## Records shown

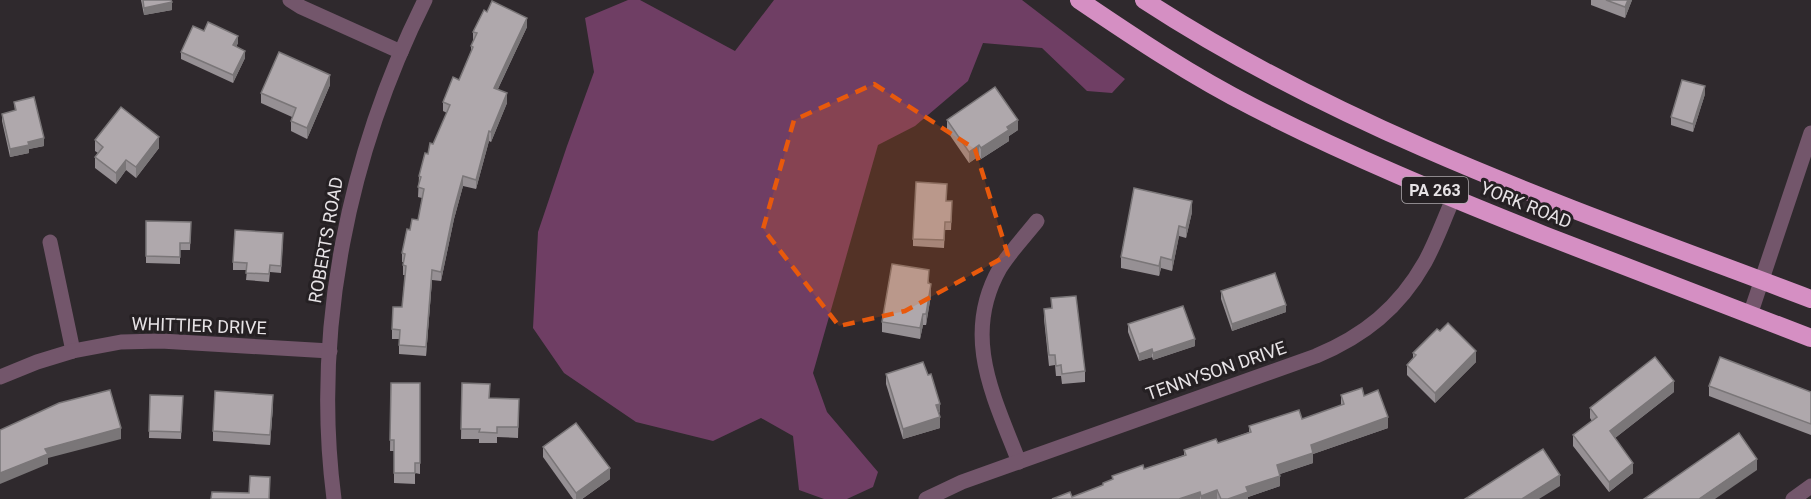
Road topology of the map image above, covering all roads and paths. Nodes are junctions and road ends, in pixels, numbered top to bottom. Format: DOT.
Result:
graph roads {
  1 [pos="290,0"];
  2 [pos="425,0"];
  3 [pos="1079,0"];
  4 [pos="1144,0"];
  5 [pos="401,52"];
  6 [pos="1811,133"];
  7 [pos="1453,198"];
  8 [pos="1037,221"];
  9 [pos="50,242"];
  10 [pos="1762,280"];
  11 [pos="1811,299"];
  12 [pos="1750,315"];
  13 [pos="1811,338"];
  14 [pos="73,351"];
  15 [pos="330,351"];
  16 [pos="0,377"];
  17 [pos="1019,462"];
  18 [pos="1811,486"];
  19 [pos="334,499"];
  20 [pos="926,499"];
  21 [pos="1793,499"];
  1 -- 5 [label="street"];
  2 -- 5 [label="street, ROBERTS ROAD"];
  3 -- 7 [label="highway, YORK ROAD / PA 263"];
  4 -- 10 [label="highway, YORK ROAD / PA 263"];
  5 -- 15 [label="street, ROBERTS ROAD"];
  6 -- 10 [label="street"];
  7 -- 12 [label="highway, YORK ROAD / PA 263"];
  7 -- 17 [label="street, TENNYSON DRIVE"];
  8 -- 17 [label="street"];
  9 -- 14 [label="street"];
  10 -- 11 [label="highway, YORK ROAD / PA 263"];
  10 -- 12 [label="street"];
  12 -- 13 [label="highway, YORK ROAD / PA 263"];
  14 -- 15 [label="street, WHITTIER DRIVE"];
  14 -- 16 [label="street, WHITTIER DRIVE"];
  15 -- 19 [label="street, ROBERTS ROAD"];
  17 -- 20 [label="street, TENNYSON DRIVE"];
  18 -- 21 [label="street"];
}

## Work order
Line by line, write out the entries exactly, and leave the pictures out.

## Expected answer
Road topology of the map image above, covering all roads and paths. Nodes are junctions and road ends, in pixels, numbered top to bottom. Format: DOT.
Result:
graph roads {
  1 [pos="290,0"];
  2 [pos="425,0"];
  3 [pos="1079,0"];
  4 [pos="1144,0"];
  5 [pos="401,52"];
  6 [pos="1811,133"];
  7 [pos="1453,198"];
  8 [pos="1037,221"];
  9 [pos="50,242"];
  10 [pos="1762,280"];
  11 [pos="1811,299"];
  12 [pos="1750,315"];
  13 [pos="1811,338"];
  14 [pos="73,351"];
  15 [pos="330,351"];
  16 [pos="0,377"];
  17 [pos="1019,462"];
  18 [pos="1811,486"];
  19 [pos="334,499"];
  20 [pos="926,499"];
  21 [pos="1793,499"];
  1 -- 5 [label="street"];
  2 -- 5 [label="street, ROBERTS ROAD"];
  3 -- 7 [label="highway, YORK ROAD / PA 263"];
  4 -- 10 [label="highway, YORK ROAD / PA 263"];
  5 -- 15 [label="street, ROBERTS ROAD"];
  6 -- 10 [label="street"];
  7 -- 12 [label="highway, YORK ROAD / PA 263"];
  7 -- 17 [label="street, TENNYSON DRIVE"];
  8 -- 17 [label="street"];
  9 -- 14 [label="street"];
  10 -- 11 [label="highway, YORK ROAD / PA 263"];
  10 -- 12 [label="street"];
  12 -- 13 [label="highway, YORK ROAD / PA 263"];
  14 -- 15 [label="street, WHITTIER DRIVE"];
  14 -- 16 [label="street, WHITTIER DRIVE"];
  15 -- 19 [label="street, ROBERTS ROAD"];
  17 -- 20 [label="street, TENNYSON DRIVE"];
  18 -- 21 [label="street"];
}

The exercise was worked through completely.